8. The stratified storage tank as claimed in claim 7, wherein a ratio of an area between the penetrable portion and the impenetrable portion is between 60% and 90%.

9. The stratified storage tank as claimed in claim 7, wherein a ratio of an area of the at least one second opening to an area of the at least partly penetrable region is between 10% and 80%.

10. The stratified storage tank as claimed in claim 1, wherein at least one of the stratified storage tank, the at least one connection chamber, or the at least one buffer chamber has a substantially cylindrical basic shape.

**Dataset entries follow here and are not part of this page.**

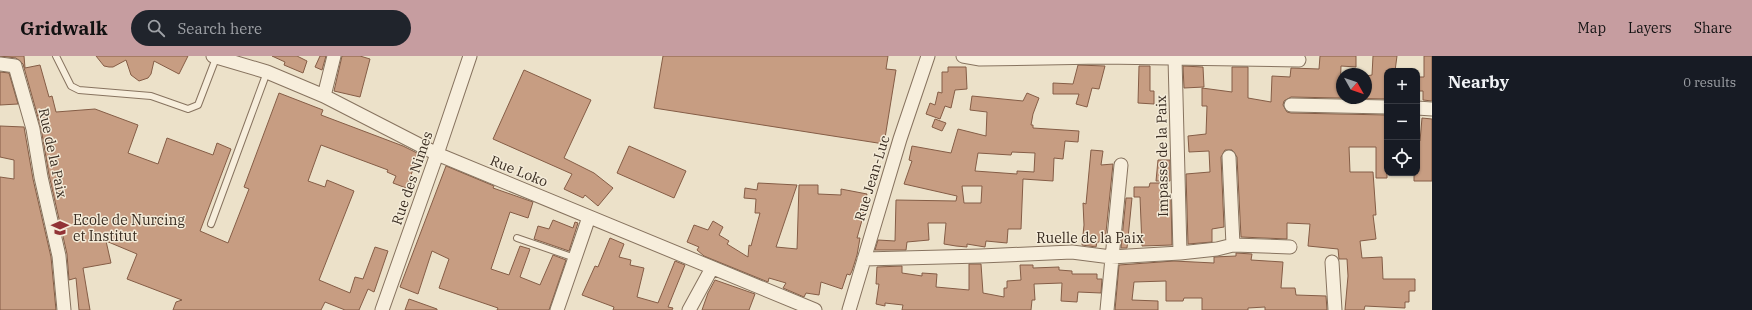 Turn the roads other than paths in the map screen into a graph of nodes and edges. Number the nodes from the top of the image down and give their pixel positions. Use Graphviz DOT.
graph roads {
  1 [pos="56,56"];
  2 [pos="334,56"];
  3 [pos="470,56"];
  4 [pos="928,56"];
  5 [pos="964,56"];
  6 [pos="215,57"];
  7 [pos="1175,58"];
  8 [pos="1299,60"];
  9 [pos="0,64"];
  10 [pos="267,72"];
  11 [pos="324,96"];
  12 [pos="1291,105"];
  13 [pos="1384,107"];
  14 [pos="1420,108"];
  15 [pos="1432,109"];
  16 [pos="437,154"];
  17 [pos="1229,157"];
  18 [pos="1121,165"];
  19 [pos="589,217"];
  20 [pos="211,224"];
  21 [pos="517,238"];
  22 [pos="1233,245"];
  23 [pos="1290,247"];
  24 [pos="1180,253"];
  25 [pos="1111,257"];
  26 [pos="575,258"];
  27 [pos="864,259"];
  28 [pos="1332,262"];
  29 [pos="712,268"];
  30 [pos="64,310"];
  31 [pos="382,310"];
  32 [pos="557,310"];
  33 [pos="689,310"];
  34 [pos="815,310"];
  35 [pos="849,310"];
  36 [pos="1106,310"];
  37 [pos="1335,310"];
  1 -- 6 [label="lane"];
  2 -- 11 [label="street"];
  3 -- 16 [label="street, Rue des Nimes"];
  4 -- 27 [label="street, Rue Jean-Luc"];
  5 -- 7 [label="street"];
  6 -- 10 [label="street, Rue Loko"];
  7 -- 8 [label="street"];
  7 -- 24 [label="street, Impasse de la Paix"];
  9 -- 30 [label="street, Rue de la Paix"];
  10 -- 11 [label="street, Rue Loko"];
  10 -- 20 [label="lane"];
  11 -- 16 [label="street, Rue Loko"];
  12 -- 13 [label="street"];
  14 -- 15 [label="street"];
  16 -- 19 [label="street, Rue Loko"];
  16 -- 31 [label="street, Rue des Nimes"];
  17 -- 22 [label="street"];
  18 -- 25 [label="street"];
  19 -- 26 [label="street"];
  19 -- 29 [label="street, Rue Loko"];
  21 -- 26 [label="lane"];
  22 -- 23 [label="street, Ruelle de la Paix"];
  22 -- 24 [label="street, Ruelle de la Paix"];
  24 -- 25 [label="street, Ruelle de la Paix"];
  25 -- 27 [label="street, Ruelle de la Paix"];
  25 -- 36 [label="street"];
  26 -- 32 [label="street"];
  27 -- 35 [label="street, Rue Jean-Luc"];
  28 -- 37 [label="street"];
  29 -- 33 [label="street"];
  29 -- 34 [label="street, Rue Loko"];
}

11. The stratified storage tank as claimed in claim 1, wherein at least one of the at least one first barrier element or the at least one second barrier element has a substantially circular basic shape.

12. The stratified storage tank as claimed in claim 1, further comprising a turbulizing element arranged substantially centrally in the at least one connection chamber.

13. The stratified storage tank as claimed in claim 1, wherein the at least one connection comprises a pipe element which projects into an interior of the at least one connection chamber.

14. The stratified storage tank as claimed in claim 13, wherein a length that the pipe element projects into the interior of the at least one connection chamber is greater than a width of the first opening.

15. A system for at least one of heating or cooling, comprising the stratified storage tank as claimed in claim 1.